Juanchi se
estiró en la cama. Se le partía la cabeza. Había soñado con Mora. Mora y su
nueva sonrisa repleta de dientes.
¡Estúpida,
Mora!, pensó. ¿Para qué se la habrá ocurrido llevar a aquel bicho al
campamento?
En la
cocina, mamá charlaba con la abuela.
—¿Faltaste
a la escuela, Juanchi? —dijo la abuela.
—Hoy no
tiene clase. —Mamá le alcanzó un mate—. Hubo un accidente en el campamento.
Llegaron a cualquier hora.
—¿Vos te
lastimaste, querido?
¡Ojalá
fuera eso!
—Estás
callado —seguía la abuela—. ¿No habrás andado tomando en el campamento?
—¡No!
—gritó, y enseguida se dio cuenta del grito—. No, no tomé nada.
¡Estúpidos
grandes! Siempre pensaban que emborracharse era lo más terrible que podía
pasarle a uno en un campamento. ¡Estúpidos!
Estúpida
Mora, estúpidos todos. Y estúpido él también por ayudar a preparar el cóctel de
“fármacos robados de la alacena especial de la farmacia de papá”, como había
dicho Mora.
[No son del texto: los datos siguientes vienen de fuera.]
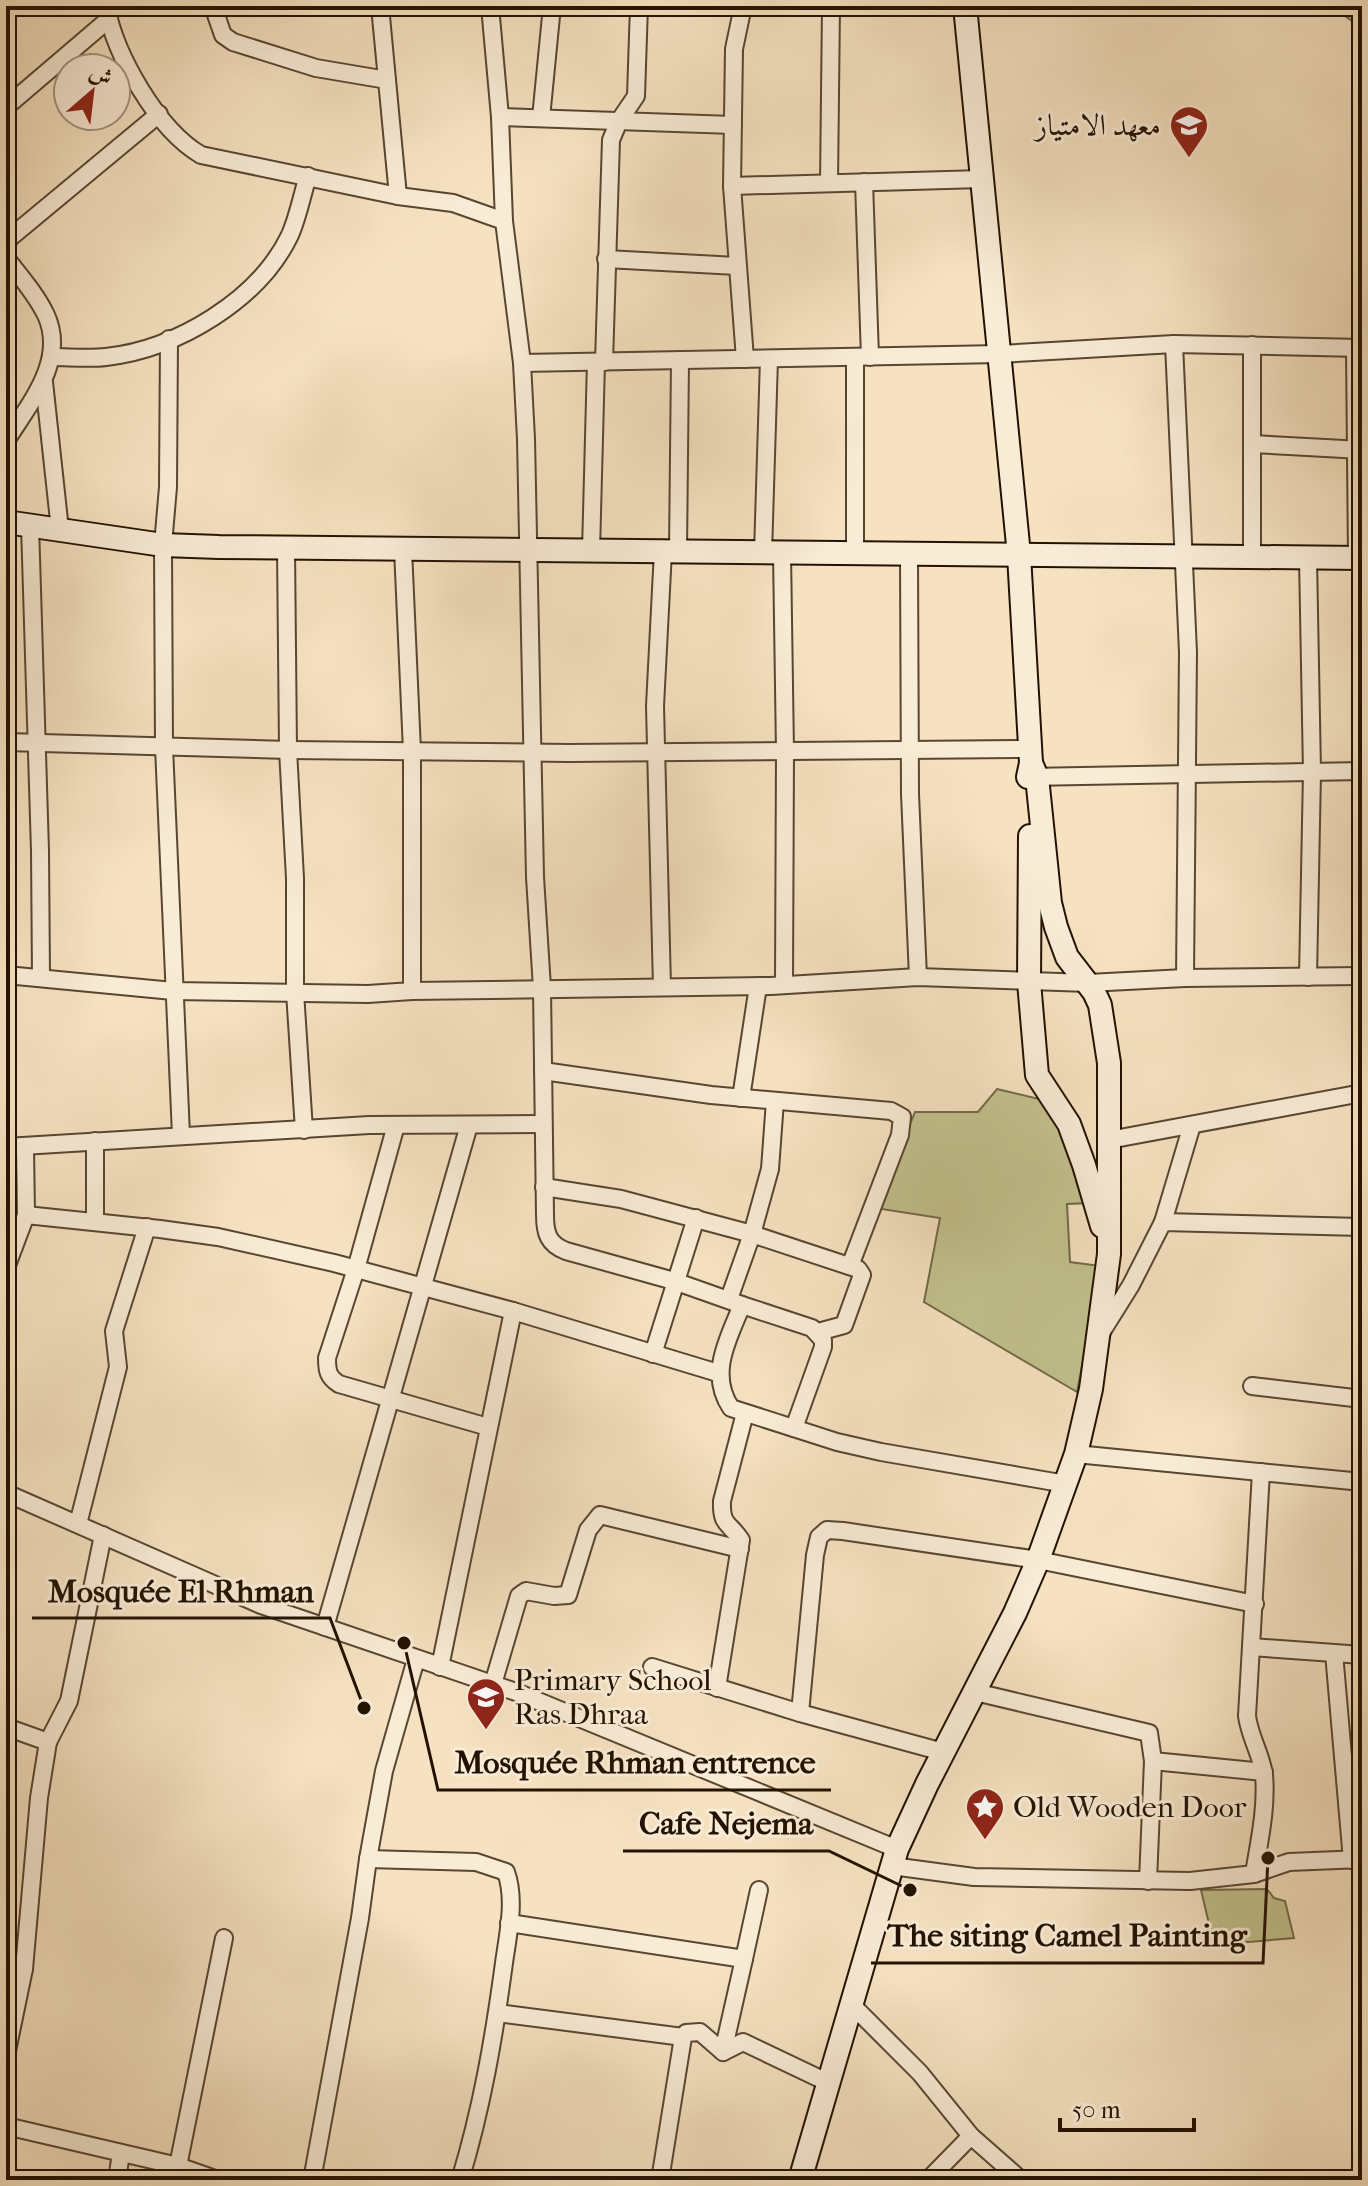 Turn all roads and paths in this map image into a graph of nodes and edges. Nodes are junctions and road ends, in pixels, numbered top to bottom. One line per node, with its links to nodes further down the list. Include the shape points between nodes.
1 (213, 6): 10 (street, via 223,35 233,42 316,68)
2 (380, 6): 10 (street)
3 (490, 6): 13 (street)
4 (552, 6): 14 (street)
5 (639, 6): 15 (street, via 637,89)
6 (743, 6): 16 (street, via 734,49)
7 (831, 6): 20 (street)
8 (965, 6): 18 (street)
9 (108, 12): 11 (street); 12 (street, via 130,75)
10 (387, 80): 22 (street)
11 (6, 107)
12 (159, 114): 17 (street, via 184,143 209,159); 24 (street)
13 (500, 117): 14 (street); 23 (street)
14 (541, 118): 15 (street)
15 (619, 121): 16 (street); 26 (street, via 611,140)
16 (733, 125): 21 (street)
17 (308, 176): 22 (street); 28 (street, via 290,234 269,267 239,299)
18 (982, 179): 19 (street); 32 (street)
19 (864, 182): 20 (street); 34 (street)
20 (829, 183): 21 (street)
21 (732, 186): 27 (street)
22 (398, 196): 23 (street, via 453,203)
23 (504, 221): 39 (street)
24 (6, 241)
25 (6, 258): 33 (street, via 46,315)
26 (606, 259): 27 (street); 38 (street)
27 (737, 266): 35 (street)
28 (169, 339): 33 (street, via 107,357); 47 (street)
29 (1174, 344): 30 (street); 32 (street); 57 (street)
30 (1252, 345): 31 (street); 42 (street)
31 (1359, 348): 43 (street)
32 (1000, 354): 34 (street); 56 (street)
33 (51, 357): 40 (street)
34 (863, 357): 36 (street); 54 (street)
35 (745, 359): 36 (street); 37 (street)
36 (769, 359): 53 (street)
37 (680, 360): 38 (street); 52 (street)
38 (600, 362): 39 (street); 51 (street)
39 (522, 363): 50 (street)
40 (44, 382): 41 (street); 46 (street)
41 (6, 441)
42 (1252, 444): 43 (street); 58 (street)
43 (1359, 450): 60 (street)
44 (6, 522): 45 (street)
45 (30, 525): 46 (street); 62 (street)
46 (60, 530): 47 (street)
47 (163, 545): 48 (street); 63 (street)
48 (286, 548): 49 (street); 64 (street)
49 (403, 549): 50 (street); 65 (street)
50 (528, 550): 51 (street); 66 (street)
51 (591, 551): 52 (street)
52 (670, 552): 53 (street); 68 (street, via 655,706)
53 (773, 553): 54 (street); 69 (street)
54 (855, 553): 55 (street)
55 (909, 554): 56 (street); 67 (street)
56 (1019, 555): 57 (street); 70 (street)
57 (1182, 557): 58 (street); 73 (street)
58 (1252, 557): 59 (street)
59 (1308, 558): 60 (street); 72 (street)
60 (1359, 558)
61 (6, 742): 62 (street)
62 (37, 743): 63 (street); 76 (street)
63 (164, 747): 64 (street); 86 (street)
64 (288, 750): 65 (street); 88 (street)
65 (412, 751): 66 (street); 87 (street)
66 (532, 751): 68 (street); 85 (street)
67 (909, 751): 69 (street); 70 (street); 77 (street)
68 (656, 752): 69 (street); 84 (street)
69 (785, 752): 82 (street)
70 (1031, 767): 73 (street); 80 (street); 81 (street, via 1056,927 1067,957)
71 (1362, 771): 72 (street)
72 (1312, 772): 73 (street); 78 (street)
73 (1188, 774): 79 (street)
74 (6, 975): 76 (street)
75 (1362, 976): 78 (street)
76 (41, 977): 86 (street)
77 (918, 977): 80 (street); 82 (street)
78 (1308, 977): 79 (street)
79 (1185, 978): 81 (street)
80 (1029, 982): 81 (street); 94 (street, via 1037,1075)
81 (1088, 983): 99 (street, via 1106,1031)
82 (784, 985): 83 (street)
83 (758, 986): 84 (street); 91 (street)
84 (662, 987): 85 (street)
85 (542, 988): 87 (street); 89 (street)
86 (173, 991): 88 (street); 100 (street)
87 (412, 991): 88 (street)
88 (295, 992): 98 (street)
89 (543, 1071): 91 (street); 93 (street)
90 (1362, 1093): 97 (street)
91 (741, 1098): 92 (street)
92 (775, 1101): 111 (street, via 770,1169); 113 (street, via 891,1111 902,1117 900,1135)
93 (542, 1124): 96 (street); 104 (street)
94 (1069, 1124): 99 (street); 112 (street)
95 (396, 1125): 96 (street); 98 (street); 115 (street)
96 (469, 1125): 117 (street)
97 (1192, 1125): 99 (street); 108 (street)
98 (304, 1130): 100 (street)
99 (1108, 1130): 112 (street)
100 (181, 1135): 101 (street)
101 (95, 1141): 103 (street); 107 (street)
102 (6, 1147): 103 (street)
103 (25, 1147): 105 (street)
104 (544, 1187): 106 (street); 116 (street, via 545,1230 556,1247)
105 (26, 1215): 107 (street); 114 (street)
106 (696, 1218): 111 (street); 116 (street)
107 (95, 1222): 109 (street)
108 (1163, 1222): 110 (street); 121 (street)
109 (147, 1227): 115 (street, via 218,1237); 135 (street, via 114,1331 118,1367)
110 (1362, 1227)
111 (752, 1234): 113 (street); 118 (street)
112 (1109, 1254): 121 (street)
113 (850, 1266): 120 (street, via 862,1275 844,1325)
114 (6, 1268)
115 (356, 1269): 117 (street); 125 (street, via 327,1368 339,1384)
116 (674, 1281): 118 (street); 122 (street)
117 (422, 1287): 119 (street); 125 (street)
118 (735, 1302): 120 (street); 123 (street)
119 (513, 1311): 122 (street); 128 (street)
120 (818, 1332): 129 (street, via 823,1347)
121 (1099, 1335): 130 (street)
122 (653, 1354): 123 (street)
123 (718, 1373): 127 (street, via 722,1395 731,1408)
124 (1252, 1386): 126 (street)
125 (392, 1399): 128 (street); 140 (street)
126 (1362, 1399)
127 (745, 1413): 129 (street); 137 (street, via 722,1501 725,1524 741,1540)
128 (488, 1427): 145 (street)
129 (794, 1428): 133 (street, via 881,1452)
130 (1076, 1454): 131 (street); 133 (street)
131 (1261, 1472): 132 (street); 139 (street)
132 (1362, 1482)
133 (1066, 1484): 138 (street)
134 (6, 1493): 135 (street)
135 (78, 1524): 136 (street)
136 (103, 1535): 140 (street, via 261,1605); 152 (street, via 69,1701)
137 (740, 1549): 147 (street, via 600,1515 588,1530 568,1595 526,1591 519,1596); 148 (street)
138 (1038, 1560): 139 (street); 149 (street); 150 (street, via 827,1530 819,1537 815,1555)
139 (1255, 1604): 141 (street)
140 (325, 1627): 144 (street)
141 (1251, 1647): 142 (street); 155 (street, via 1247,1716)
142 (1334, 1653): 143 (street); 158 (street)
143 (1362, 1655)
144 (416, 1659): 145 (street); 157 (street, via 390,1746)
145 (440, 1667): 147 (street)
146 (652, 1667): 148 (street)
147 (493, 1684): 156 (street)
148 (717, 1688): 150 (street)
149 (975, 1692): 153 (street); 154 (street, via 1144,1730 1152,1739)
150 (800, 1713): 153 (street)
151 (6, 1727): 152 (street)
152 (48, 1742): 166 (street)
153 (943, 1752): 156 (street)
154 (1153, 1761): 155 (street); 160 (street)
155 (1264, 1772): 159 (street, via 1265,1806)
156 (895, 1858): 160 (street, via 974,1877); 167 (street)
157 (368, 1859): 162 (street, via 476,1862 499,1868 511,1885); 179 (street)
158 (1357, 1859): 159 (street, via 1289,1862)
159 (1254, 1874): 160 (street)
160 (1148, 1881)
161 (759, 1890): 164 (street)
162 (509, 1923): 164 (street); 168 (street)
163 (224, 1938): 176 (street)
164 (744, 1959): 170 (street)
165 (6, 1967): 166 (street)
166 (24, 1969): 171 (street)
167 (851, 2004): 172 (street); 174 (street, via 920,2073)
168 (497, 2013): 169 (street); 180 (street, via 482,2104)
169 (683, 2037): 170 (street, via 700,2032); 181 (street)
170 (723, 2052): 172 (street, via 743,2042)
171 (6, 2056)
172 (829, 2083): 182 (street)
173 (6, 2126): 175 (street)
174 (971, 2136): 183 (street); 184 (street)
175 (121, 2153): 176 (street); 177 (street)
176 (178, 2166): 178 (street)
177 (117, 2180)
178 (218, 2180)
179 (312, 2180)
180 (460, 2180)
181 (660, 2180)
182 (800, 2180)
183 (928, 2180)
184 (1021, 2180) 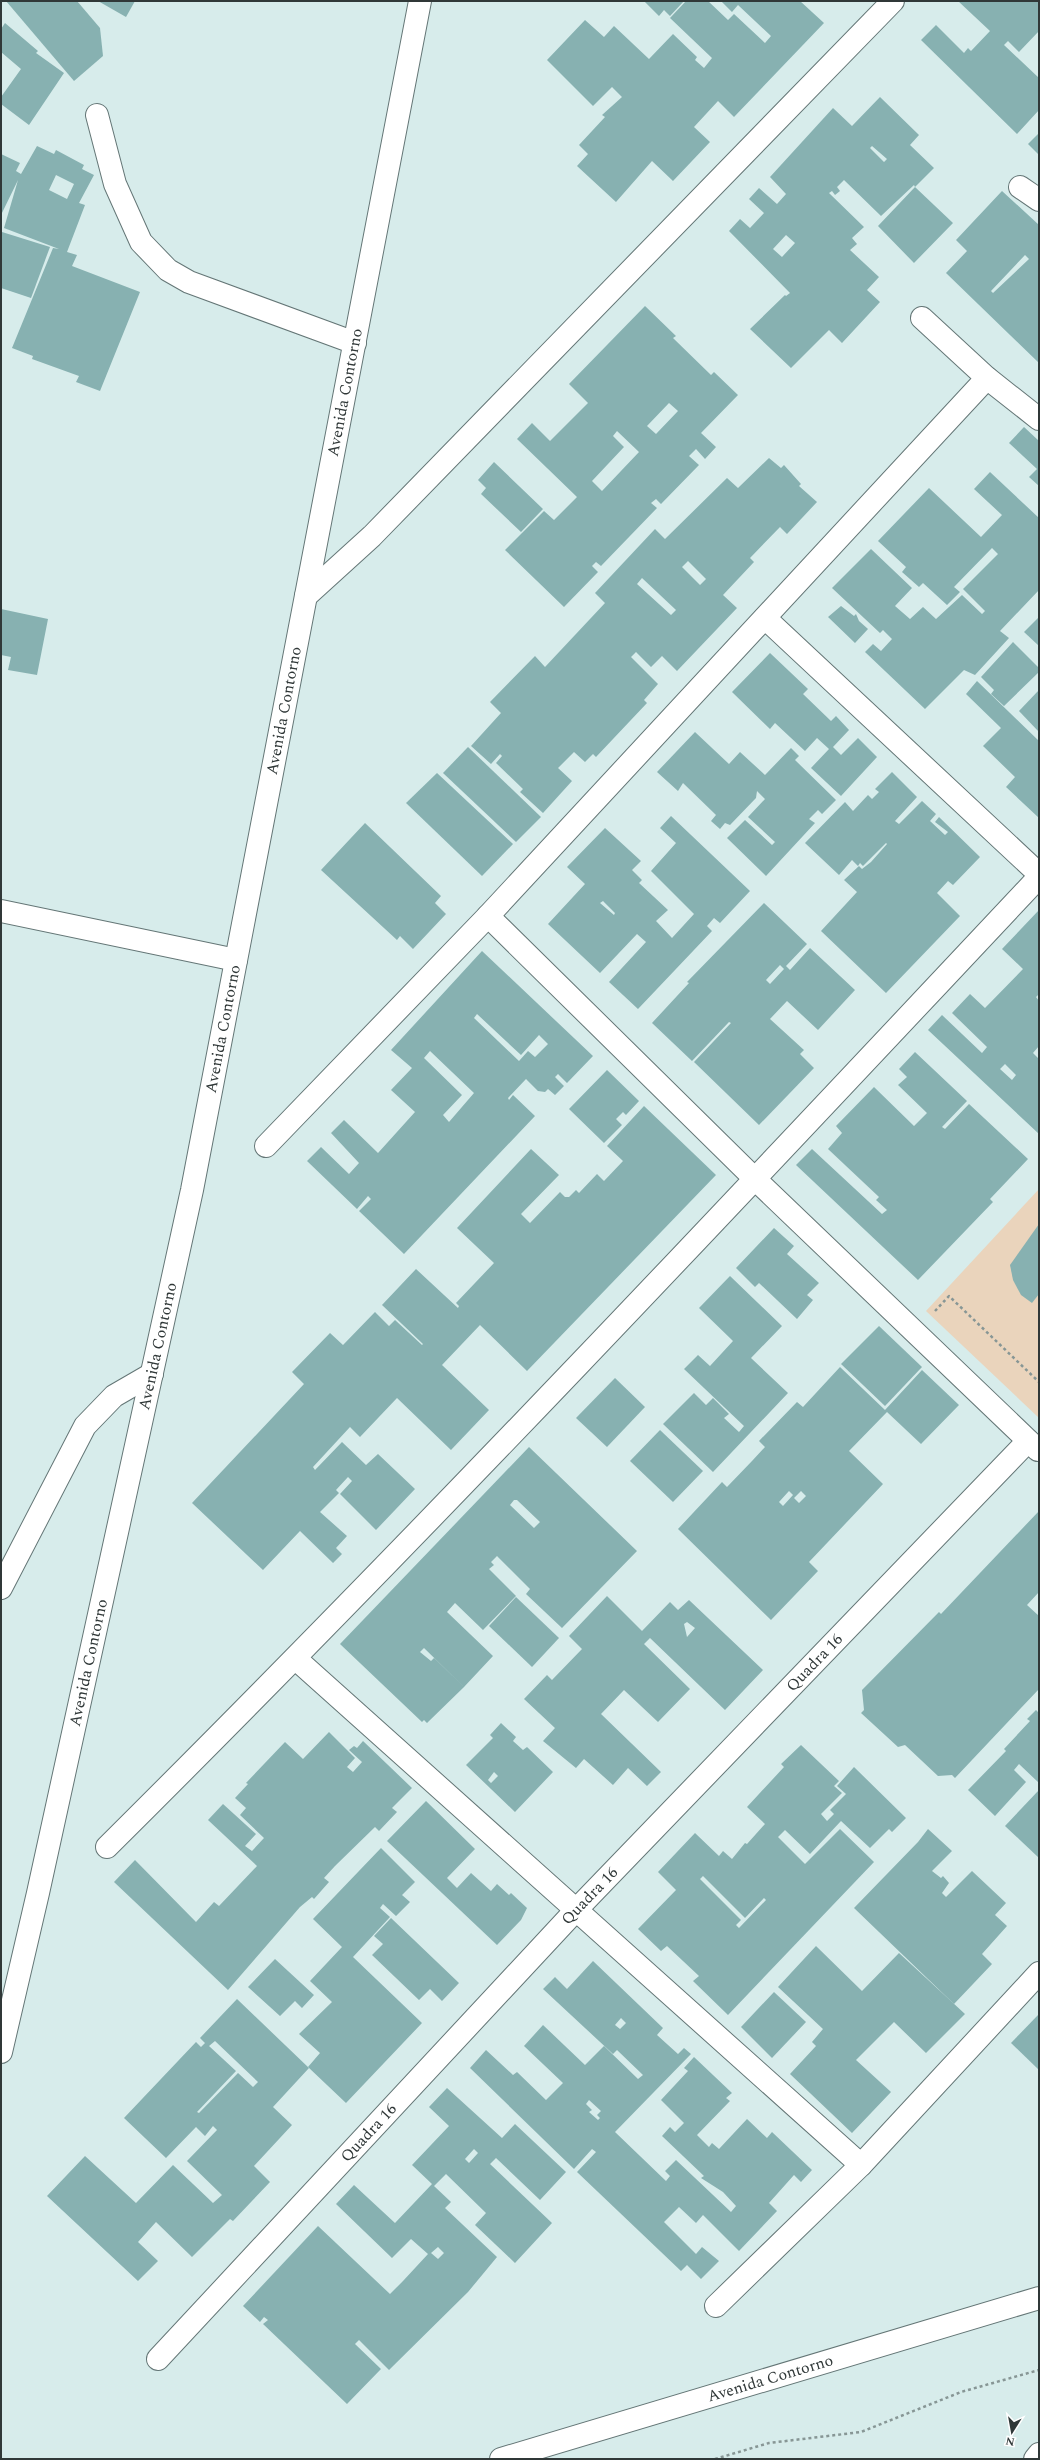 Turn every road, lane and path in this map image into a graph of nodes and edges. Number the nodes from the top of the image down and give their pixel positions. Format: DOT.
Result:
graph roads {
  1 [pos="420,1"];
  2 [pos="893,1"];
  3 [pos="97,115"];
  4 [pos="1020,187"];
  5 [pos="1039,200"];
  6 [pos="922,318"];
  7 [pos="355,343"];
  8 [pos="987,378"];
  9 [pos="1039,418"];
  10 [pos="306,596"];
  11 [pos="765,618"];
  12 [pos="1039,875"];
  13 [pos="1,911"];
  14 [pos="488,916"];
  15 [pos="236,960"];
  16 [pos="266,1146"];
  17 [pos="755,1179"];
  18 [pos="915,1333"];
  19 [pos="152,1374"];
  20 [pos="1039,1382"];
  21 [pos="1033,1446"];
  22 [pos="1,1588"];
  23 [pos="296,1659"];
  24 [pos="107,1847"];
  25 [pos="576,1910"];
  26 [pos="1039,1973"];
  27 [pos="1,2052"];
  28 [pos="861,2164"];
  29 [pos="1039,2298"];
  30 [pos="716,2306"];
  31 [pos="158,2358"];
  32 [pos="1039,2370"];
  33 [pos="1039,2454"];
  34 [pos="501,2459"];
  35 [pos="715,2459"];
  36 [pos="1035,2459"];
  1 -- 7 [label="street, Avenida Contorno"];
  2 -- 10 [label="street"];
  3 -- 7 [label="street"];
  4 -- 5 [label="street"];
  6 -- 8 [label="street"];
  7 -- 10 [label="street, Avenida Contorno"];
  8 -- 9 [label="street"];
  8 -- 11 [label="street"];
  10 -- 15 [label="street, Avenida Contorno"];
  11 -- 12 [label="street"];
  11 -- 14 [label="street"];
  12 -- 17 [label="street"];
  13 -- 15 [label="street"];
  14 -- 16 [label="street"];
  14 -- 17 [label="street"];
  15 -- 19 [label="street, Avenida Contorno"];
  17 -- 18 [label="street"];
  17 -- 23 [label="street"];
  18 -- 20 [label="path"];
  18 -- 21 [label="street"];
  19 -- 22 [label="street"];
  19 -- 27 [label="street, Avenida Contorno"];
  21 -- 25 [label="street, Quadra 16"];
  23 -- 24 [label="street"];
  23 -- 25 [label="street"];
  25 -- 28 [label="street"];
  25 -- 31 [label="street, Quadra 16"];
  26 -- 28 [label="street"];
  28 -- 30 [label="street"];
  29 -- 34 [label="street, Avenida Contorno"];
  32 -- 35 [label="path"];
  33 -- 36 [label="street"];
}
Y por ayudar a inyectárselos al hámster que ella misma sacó de la
mochila. Y estúpidos todos por dejar al bicho suelto.
Porque, la
segunda noche, durante el fogón, el hámster —lo que había sido un hámster,
mejor dicho, antes de que alcanzara el triple de su tamaño— se abalanzó sobre
Mora y la volteó en el pasto, donde la luz de la fogata no iluminaba bien. Y
cuando el profe consiguió arrancárselo de la cara, ya el monstruo le había
comido los dos labios, de oreja a oreja.